WHAT TO DO:
The reply should contain all the data below, repeated exactly, and none of the images.

PROVIDED RECORDS:
=== Section Start ===
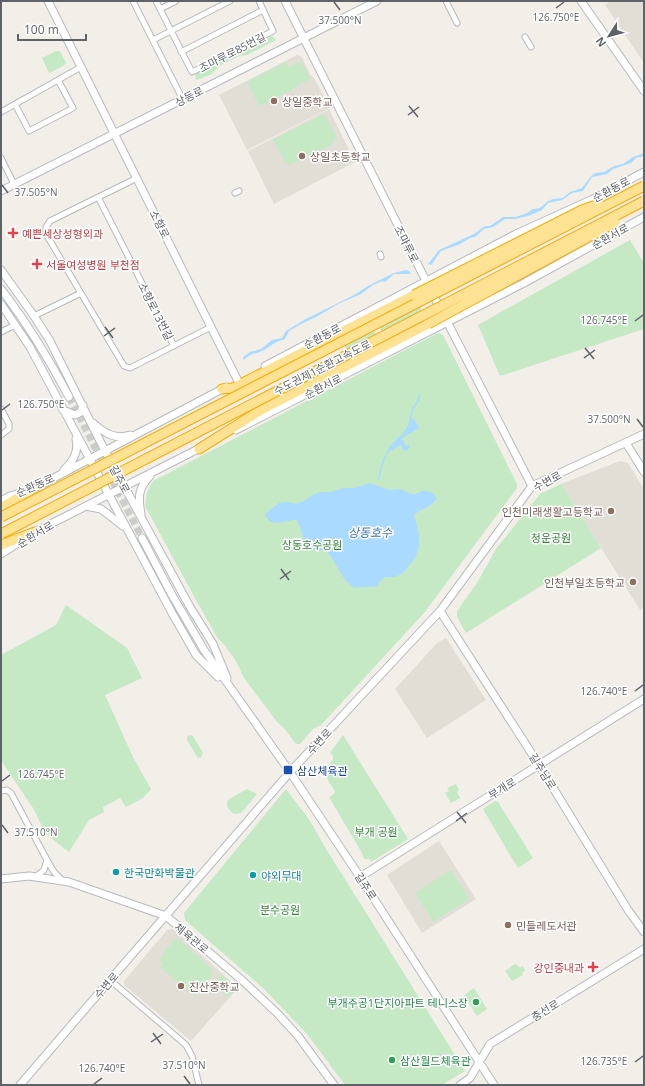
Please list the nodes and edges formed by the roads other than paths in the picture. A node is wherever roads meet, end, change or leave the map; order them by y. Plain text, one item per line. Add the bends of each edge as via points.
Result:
1 (48, 1) edge
2 (133, 1) edge
3 (156, 1) edge
4 (176, 1) edge
5 (230, 1) edge
6 (259, 1) edge
7 (285, 1) edge
8 (377, 1) edge
9 (446, 1) edge
10 (581, 1) edge
11 (218, 4) edge
12 (160, 9) junction
13 (263, 10) junction
14 (457, 23) dead end
15 (171, 31) junction
16 (526, 37) dead end
17 (304, 38) junction
18 (153, 40) junction
19 (531, 47) dead end
20 (181, 52) junction
21 (82, 68) junction
22 (58, 80) junction
23 (644, 91) edge
24 (183, 100) junction
25 (15, 104) junction
26 (1, 112) edge
27 (115, 134) junction
28 (1, 158) edge
29 (644, 172) edge
30 (137, 178) junction
31 (14, 184) junction
32 (644, 186) edge
33 (1, 191) edge
34 (632, 192) junction
35 (98, 197) junction
36 (642, 202) edge
37 (644, 217) edge
38 (1, 270) edge
39 (426, 281) junction
40 (1, 289) edge
41 (81, 293) junction
42 (1, 304) edge
43 (34, 316) junction
44 (447, 322) junction
45 (15, 325) junction
46 (212, 327) junction
47 (1, 332) edge
48 (174, 346) junction
49 (238, 381) junction
50 (222, 390) junction
51 (69, 397) tunnel mouth
52 (83, 406) junction
53 (1, 408) edge
54 (64, 410) junction
55 (91, 422) junction
56 (145, 429) junction
57 (75, 431) junction
58 (644, 434) edge
59 (1, 436) edge
60 (626, 443) junction
61 (199, 449) junction
62 (105, 450) junction
63 (89, 459) junction
64 (154, 472) junction
65 (644, 472) edge
66 (62, 473) junction
67 (124, 486) junction
68 (532, 486) junction
69 (33, 489) junction
70 (108, 494) junction
71 (1, 501) edge
72 (86, 506) junction
73 (1, 508) edge
74 (1, 518) edge
75 (142, 520) junction
76 (126, 528) junction
77 (35, 532) junction
78 (1, 534) edge
79 (142, 538) tunnel mouth
80 (5, 543) edge
81 (1, 554) edge
82 (440, 611) junction
83 (232, 691) junction
84 (644, 699) edge
85 (539, 765) junction
86 (290, 772) junction
87 (1, 791) edge
88 (47, 860) junction
89 (35, 877) junction
90 (360, 877) junction
91 (1, 879) edge
92 (63, 881) junction
93 (166, 916) junction
94 (644, 932) edge
95 (644, 949) edge
96 (110, 980) junction
97 (480, 1062) junction
98 (20, 1085) edge
99 (198, 1085) edge
100 (334, 1085) edge
101 (460, 1085) edge
102 (494, 1085) edge

1 - 21 street, 소향로
2 - 18 street
3 - 12 street, 조마루로85번길
4 - 12 street
5 - 11 street
6 - 13 street, 조마루로85번길
7 - 17 street, 조마루로
8 - 17 street, 상동로
9 - 14 street
10 - 23 street
11 - 15 street
12 - 15 street, 조마루로85번길
13 - 20 street, 조마루로85번길
13 - 20 street, 조마루로85번길 via 273,31 192,72
15 - 18 street
15 - 20 street, 조마루로85번길
16 - 19 street
17 - 24 street, 상동로
17 - 39 street, 조마루로
18 - 24 street
21 - 22 street
21 - 27 street, 소향로
22 - 25 street
22 - 25 street via 72,108 29,131
24 - 27 street, 상동로
25 - 26 street
27 - 30 street, 소향로
27 - 31 street, 상동로
28 - 31 street
29 - 39 street, 순환동로
30 - 35 street, 소향로13번길
30 - 46 street, 소향로
31 - 33 street, 상동로
32 - 34 highway, 수도권제1순환고속도로, bridge
34 - 50 highway, bridge via 582,210 233,388
34 - 74 highway, 수도권제1순환고속도로, bridge
35 - 41 street, 소향로13번길 via 50,221 46,227 46,234
35 - 48 street, 소향로13번길
36 - 61 highway, bridge via 591,236 465,305 261,410
36 - 78 highway, 수도권제1순환고속도로, bridge
37 - 44 street, 순환서로
38 - 43 street, 길주로
39 - 44 street, 조마루로
39 - 49 street, 순환동로
40 - 51 street via 47,356
41 - 43 street
41 - 48 street, 소향로13번길 via 124,366 130,368
42 - 45 street, 길주로
43 - 52 street, 길주로 via 50,341
44 - 61 street, 순환서로
44 - 68 street, 조마루로
45 - 47 street
45 - 54 street, 길주로 via 30,347
46 - 48 street, 소향로13번길
46 - 49 street, 소향로
49 - 50 street, 순환동로
50 - 56 street, 순환동로
52 - 54 street via 81,412 75,415
52 - 55 street, 길주로
53 - 59 street via 9,424 9,429
54 - 57 street, 길주로
55 - 56 street via 113,436 124,437
55 - 62 street, 길주로
56 - 62 street, 순환동로
57 - 63 street, 길주로
57 - 66 street via 78,446 75,456
58 - 60 street, 수변로
60 - 65 street
60 - 68 street, 수변로
61 - 64 street, 순환서로
62 - 63 street, 순환동로
62 - 67 street, 길주로
63 - 66 street, 순환동로
63 - 70 street, 길주로
64 - 67 street, 순환서로
64 - 75 street via 140,488
66 - 69 street, 순환동로
67 - 70 street, 순환서로
67 - 75 street, 길주로
68 - 82 street, 수변로
69 - 71 street, 순환동로
69 - 73 highway
70 - 72 street, 순환서로
70 - 76 street, 길주로
72 - 76 street via 101,509
72 - 77 street, 순환서로
75 - 83 street, 길주로 via 213,644
76 - 83 street, 길주로 via 196,655
77 - 80 highway
77 - 81 street, 순환서로
79 - 83 street, 길주로 via 204,650
82 - 85 street, 길주남로
82 - 86 street, 수변로
83 - 86 street, 길주로
84 - 85 street, 부개로
85 - 90 street, 부개로
85 - 94 street, 길주남로
86 - 90 street, 길주로
86 - 93 street, 수변로
87 - 88 street via 7,790 11,793
88 - 89 street via 44,870
88 - 92 street
89 - 91 street, 체육관로
89 - 92 street, 체육관로
90 - 97 street, 길주로
92 - 93 street, 체육관로 via 84,886
93 - 96 street, 수변로
93 - 100 street, 체육관로 via 243,981 277,1014 298,1036
95 - 97 street, 충선로 via 490,1044
96 - 98 street, 수변로
96 - 99 street via 186,1045 192,1056
97 - 101 street, 충선로 via 470,1078
97 - 102 street, 길주로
=== Section End ===
REPLY:
Please list the nodes and edges formed by the roads other than paths in the picture. A node is wherever roads meet, end, change or leave the map; order them by y. Plain text, one item per line. Add the bends of each edge as via points.
Result:
1 (48, 1) edge
2 (133, 1) edge
3 (156, 1) edge
4 (176, 1) edge
5 (230, 1) edge
6 (259, 1) edge
7 (285, 1) edge
8 (377, 1) edge
9 (446, 1) edge
10 (581, 1) edge
11 (218, 4) edge
12 (160, 9) junction
13 (263, 10) junction
14 (457, 23) dead end
15 (171, 31) junction
16 (526, 37) dead end
17 (304, 38) junction
18 (153, 40) junction
19 (531, 47) dead end
20 (181, 52) junction
21 (82, 68) junction
22 (58, 80) junction
23 (644, 91) edge
24 (183, 100) junction
25 (15, 104) junction
26 (1, 112) edge
27 (115, 134) junction
28 (1, 158) edge
29 (644, 172) edge
30 (137, 178) junction
31 (14, 184) junction
32 (644, 186) edge
33 (1, 191) edge
34 (632, 192) junction
35 (98, 197) junction
36 (642, 202) edge
37 (644, 217) edge
38 (1, 270) edge
39 (426, 281) junction
40 (1, 289) edge
41 (81, 293) junction
42 (1, 304) edge
43 (34, 316) junction
44 (447, 322) junction
45 (15, 325) junction
46 (212, 327) junction
47 (1, 332) edge
48 (174, 346) junction
49 (238, 381) junction
50 (222, 390) junction
51 (69, 397) tunnel mouth
52 (83, 406) junction
53 (1, 408) edge
54 (64, 410) junction
55 (91, 422) junction
56 (145, 429) junction
57 (75, 431) junction
58 (644, 434) edge
59 (1, 436) edge
60 (626, 443) junction
61 (199, 449) junction
62 (105, 450) junction
63 (89, 459) junction
64 (154, 472) junction
65 (644, 472) edge
66 (62, 473) junction
67 (124, 486) junction
68 (532, 486) junction
69 (33, 489) junction
70 (108, 494) junction
71 (1, 501) edge
72 (86, 506) junction
73 (1, 508) edge
74 (1, 518) edge
75 (142, 520) junction
76 (126, 528) junction
77 (35, 532) junction
78 (1, 534) edge
79 (142, 538) tunnel mouth
80 (5, 543) edge
81 (1, 554) edge
82 (440, 611) junction
83 (232, 691) junction
84 (644, 699) edge
85 (539, 765) junction
86 (290, 772) junction
87 (1, 791) edge
88 (47, 860) junction
89 (35, 877) junction
90 (360, 877) junction
91 (1, 879) edge
92 (63, 881) junction
93 (166, 916) junction
94 (644, 932) edge
95 (644, 949) edge
96 (110, 980) junction
97 (480, 1062) junction
98 (20, 1085) edge
99 (198, 1085) edge
100 (334, 1085) edge
101 (460, 1085) edge
102 (494, 1085) edge

1 - 21 street, 소향로
2 - 18 street
3 - 12 street, 조마루로85번길
4 - 12 street
5 - 11 street
6 - 13 street, 조마루로85번길
7 - 17 street, 조마루로
8 - 17 street, 상동로
9 - 14 street
10 - 23 street
11 - 15 street
12 - 15 street, 조마루로85번길
13 - 20 street, 조마루로85번길
13 - 20 street, 조마루로85번길 via 273,31 192,72
15 - 18 street
15 - 20 street, 조마루로85번길
16 - 19 street
17 - 24 street, 상동로
17 - 39 street, 조마루로
18 - 24 street
21 - 22 street
21 - 27 street, 소향로
22 - 25 street
22 - 25 street via 72,108 29,131
24 - 27 street, 상동로
25 - 26 street
27 - 30 street, 소향로
27 - 31 street, 상동로
28 - 31 street
29 - 39 street, 순환동로
30 - 35 street, 소향로13번길
30 - 46 street, 소향로
31 - 33 street, 상동로
32 - 34 highway, 수도권제1순환고속도로, bridge
34 - 50 highway, bridge via 582,210 233,388
34 - 74 highway, 수도권제1순환고속도로, bridge
35 - 41 street, 소향로13번길 via 50,221 46,227 46,234
35 - 48 street, 소향로13번길
36 - 61 highway, bridge via 591,236 465,305 261,410
36 - 78 highway, 수도권제1순환고속도로, bridge
37 - 44 street, 순환서로
38 - 43 street, 길주로
39 - 44 street, 조마루로
39 - 49 street, 순환동로
40 - 51 street via 47,356
41 - 43 street
41 - 48 street, 소향로13번길 via 124,366 130,368
42 - 45 street, 길주로
43 - 52 street, 길주로 via 50,341
44 - 61 street, 순환서로
44 - 68 street, 조마루로
45 - 47 street
45 - 54 street, 길주로 via 30,347
46 - 48 street, 소향로13번길
46 - 49 street, 소향로
49 - 50 street, 순환동로
50 - 56 street, 순환동로
52 - 54 street via 81,412 75,415
52 - 55 street, 길주로
53 - 59 street via 9,424 9,429
54 - 57 street, 길주로
55 - 56 street via 113,436 124,437
55 - 62 street, 길주로
56 - 62 street, 순환동로
57 - 63 street, 길주로
57 - 66 street via 78,446 75,456
58 - 60 street, 수변로
60 - 65 street
60 - 68 street, 수변로
61 - 64 street, 순환서로
62 - 63 street, 순환동로
62 - 67 street, 길주로
63 - 66 street, 순환동로
63 - 70 street, 길주로
64 - 67 street, 순환서로
64 - 75 street via 140,488
66 - 69 street, 순환동로
67 - 70 street, 순환서로
67 - 75 street, 길주로
68 - 82 street, 수변로
69 - 71 street, 순환동로
69 - 73 highway
70 - 72 street, 순환서로
70 - 76 street, 길주로
72 - 76 street via 101,509
72 - 77 street, 순환서로
75 - 83 street, 길주로 via 213,644
76 - 83 street, 길주로 via 196,655
77 - 80 highway
77 - 81 street, 순환서로
79 - 83 street, 길주로 via 204,650
82 - 85 street, 길주남로
82 - 86 street, 수변로
83 - 86 street, 길주로
84 - 85 street, 부개로
85 - 90 street, 부개로
85 - 94 street, 길주남로
86 - 90 street, 길주로
86 - 93 street, 수변로
87 - 88 street via 7,790 11,793
88 - 89 street via 44,870
88 - 92 street
89 - 91 street, 체육관로
89 - 92 street, 체육관로
90 - 97 street, 길주로
92 - 93 street, 체육관로 via 84,886
93 - 96 street, 수변로
93 - 100 street, 체육관로 via 243,981 277,1014 298,1036
95 - 97 street, 충선로 via 490,1044
96 - 98 street, 수변로
96 - 99 street via 186,1045 192,1056
97 - 101 street, 충선로 via 470,1078
97 - 102 street, 길주로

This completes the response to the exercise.